Abstract
Lymphomatoid keratosis (LK) is considered to be a rare variant of cutaneous lymphoid hyperplasia, with epidermotropism. We herein report a case of LK which developed on the abdomen of an elderly Korean woman. A 60-year-old woman presented with a 10-year history of a pruritic, solitary, brown to black plaque on the abdomen. Histopathologically, the specimen showed hyperkeratosis, parakeratosis, acanthosis and Pautrier's micro-abscess in the epidermis, and a lichenoid infiltration of lymphocytes in the dermis, which expressed both B cell and T cell lineage on the immune-histochemical staining. Based on these clinical and histopathological findings, our case was diagnosed as LK. To our knowledge, this is the first case report of LK in the Korean dermatologic literature.
Lymphomatoid keratosis (LK) has been considered to be a variant of uni-lesional mycosis fungoides (MF), as it shows epidermotropism that is characterstic of MF1. With its lichenoid keratotic features, it also has been recognized as a subtype of benign lichenoid keratosis2. Recently, Arai et al.3 proposed that LK is a epidermotropic type of cutaneous lymphoid hyperplasia, where differentiation from MF and benign lichenoid keratosis is possible, by comparing the clinocopathological, immunohistochemical and molecular biological findings. To date, there have been 26 case reports of LK in the English literature, but none in the Korean dermatologic literature. Herein, we report the first case of LK in Korea and review the previous cases.
A 60-year-old woman presented with a 10-year history of a pruritic, solitary, well-demarcated, scaly, brown to black plaque on the abdomen, measuring 3.8×1.2 cm in size, which had started as a tiny papule (Fig. 1). Dermoscopic findings revealed numerous brown dots and globules at the periphery (Fig. 2). She had no previous personal or familial history of skin cancer and no other significant cutaneous or medical history was found. There was no history of trauma. A skin biopsy from a local clinic 4 years before showed hyperkeratosis, parakeratosis, acanthosis, papillomatosis and hypergranulosis in the epidermis, which was consistent with seborrheic keratosis. Additionally, a dense infiltration of lymphocytes in the superficial dermis was observed (Fig. 3).
To confirm the previous diagnosis and rule out malignancy, we performed a second skin biopsy from the same lesion. Histopathological findings showed hyperkeratosis, parakeratosis, acanthosis and epidermotropism with Pautrier's micro-abscess in the epidermis, a lichenoid infiltration of lymphocytes, the formation of lymphoid follicle and hemorrhage in the reticular dermis (Fig. 4). Solar elastosis was not seen. Immuno-histopathologically, the exocytic lymphocytes in the epidermis and the lymphocytes of the lymphoid follicle in the dermis were positive for CD3, CD4, CD8, CD20, CD30 and CD79a (Fig. 5). Genotypically, rearrangement of TCRγ was partially demonstrated. Based on these clinical and histopathological findings, we made a final diagnosis of LK. Complete excision of the lesion was performed. No local recurrence occurred during the ensuing 3 months.

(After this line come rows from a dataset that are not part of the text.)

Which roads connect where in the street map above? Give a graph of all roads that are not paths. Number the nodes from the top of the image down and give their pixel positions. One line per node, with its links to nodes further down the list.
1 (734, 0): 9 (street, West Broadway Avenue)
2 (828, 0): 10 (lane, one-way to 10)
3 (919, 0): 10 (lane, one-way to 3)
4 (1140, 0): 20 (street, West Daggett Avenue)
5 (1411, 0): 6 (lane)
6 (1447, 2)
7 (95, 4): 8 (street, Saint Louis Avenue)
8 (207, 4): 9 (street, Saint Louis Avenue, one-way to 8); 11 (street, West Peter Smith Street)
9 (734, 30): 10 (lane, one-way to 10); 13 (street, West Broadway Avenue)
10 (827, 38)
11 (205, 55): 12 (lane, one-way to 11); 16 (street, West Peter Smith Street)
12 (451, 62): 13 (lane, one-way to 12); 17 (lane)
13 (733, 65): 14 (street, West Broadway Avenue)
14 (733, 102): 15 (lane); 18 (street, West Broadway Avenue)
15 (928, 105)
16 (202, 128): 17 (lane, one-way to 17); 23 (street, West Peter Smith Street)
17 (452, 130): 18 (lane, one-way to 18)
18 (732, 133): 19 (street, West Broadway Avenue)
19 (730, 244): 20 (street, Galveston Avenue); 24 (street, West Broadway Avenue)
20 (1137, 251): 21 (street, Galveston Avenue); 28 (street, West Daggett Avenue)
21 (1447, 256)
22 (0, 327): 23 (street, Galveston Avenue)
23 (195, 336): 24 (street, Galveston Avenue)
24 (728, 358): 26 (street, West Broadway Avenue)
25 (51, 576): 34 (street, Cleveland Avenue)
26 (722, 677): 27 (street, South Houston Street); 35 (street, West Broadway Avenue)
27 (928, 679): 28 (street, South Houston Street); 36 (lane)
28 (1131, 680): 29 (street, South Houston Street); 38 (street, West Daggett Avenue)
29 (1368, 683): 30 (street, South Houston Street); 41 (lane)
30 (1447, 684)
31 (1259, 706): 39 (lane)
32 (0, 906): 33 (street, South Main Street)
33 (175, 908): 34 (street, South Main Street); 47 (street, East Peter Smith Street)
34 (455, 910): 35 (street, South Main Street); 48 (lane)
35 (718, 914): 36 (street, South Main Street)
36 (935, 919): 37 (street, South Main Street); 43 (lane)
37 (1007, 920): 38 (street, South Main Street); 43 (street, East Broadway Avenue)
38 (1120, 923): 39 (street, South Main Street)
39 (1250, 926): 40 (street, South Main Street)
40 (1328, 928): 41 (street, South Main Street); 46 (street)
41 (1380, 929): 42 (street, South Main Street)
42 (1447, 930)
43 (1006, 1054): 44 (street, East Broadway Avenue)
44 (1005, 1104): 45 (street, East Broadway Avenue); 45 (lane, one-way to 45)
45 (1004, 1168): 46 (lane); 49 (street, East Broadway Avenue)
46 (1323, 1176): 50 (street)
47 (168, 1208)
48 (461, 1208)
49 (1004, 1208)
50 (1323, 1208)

Evans et al.1 first reported a case of uni-lesional MF on the right flank area of a 44-year-old male, where the lesion demonstrated histopathological features of epidermotropism with lichenoid activity. Later on, Kossard2 suggested that the case reported by Evans et al.1 should have been categorized as LK, thereby introducing the term LK for the first time in 1997. Thereafter, there have been 23 cases of LK reported in the English literature.
LK clinically presents as an asymptomatic, scaly, erythematous plaque on the face or upper trunk of the middle aged personnel, simulating basal cell carcinoma, actinic keratosis, or seborrheic keratosis2,4,5. Most cases of LK are idiopathic, however several have been associated with newly encountered antigens from anthropod bites, stings, tattoo, vaccinations, trauma, injection of foreign substances, pierced ear jewelry, and drugs6. Al-Hoqail and Crawford4 reported cases of LK adjacent to seborrheic keratosis and solar lentigo. Coexistence with these diseases make us suspect that LK might be related to solar damage. In our case, though, solar elastosis was not observed in the dermis. Further evaluation is needed to explain the clear relationship between LK and solar damage. The most pathognomic pathological finding of LK is epidermotropism. Lymphocytes with tropism for the epidermis are composed of both B cells and T cells3.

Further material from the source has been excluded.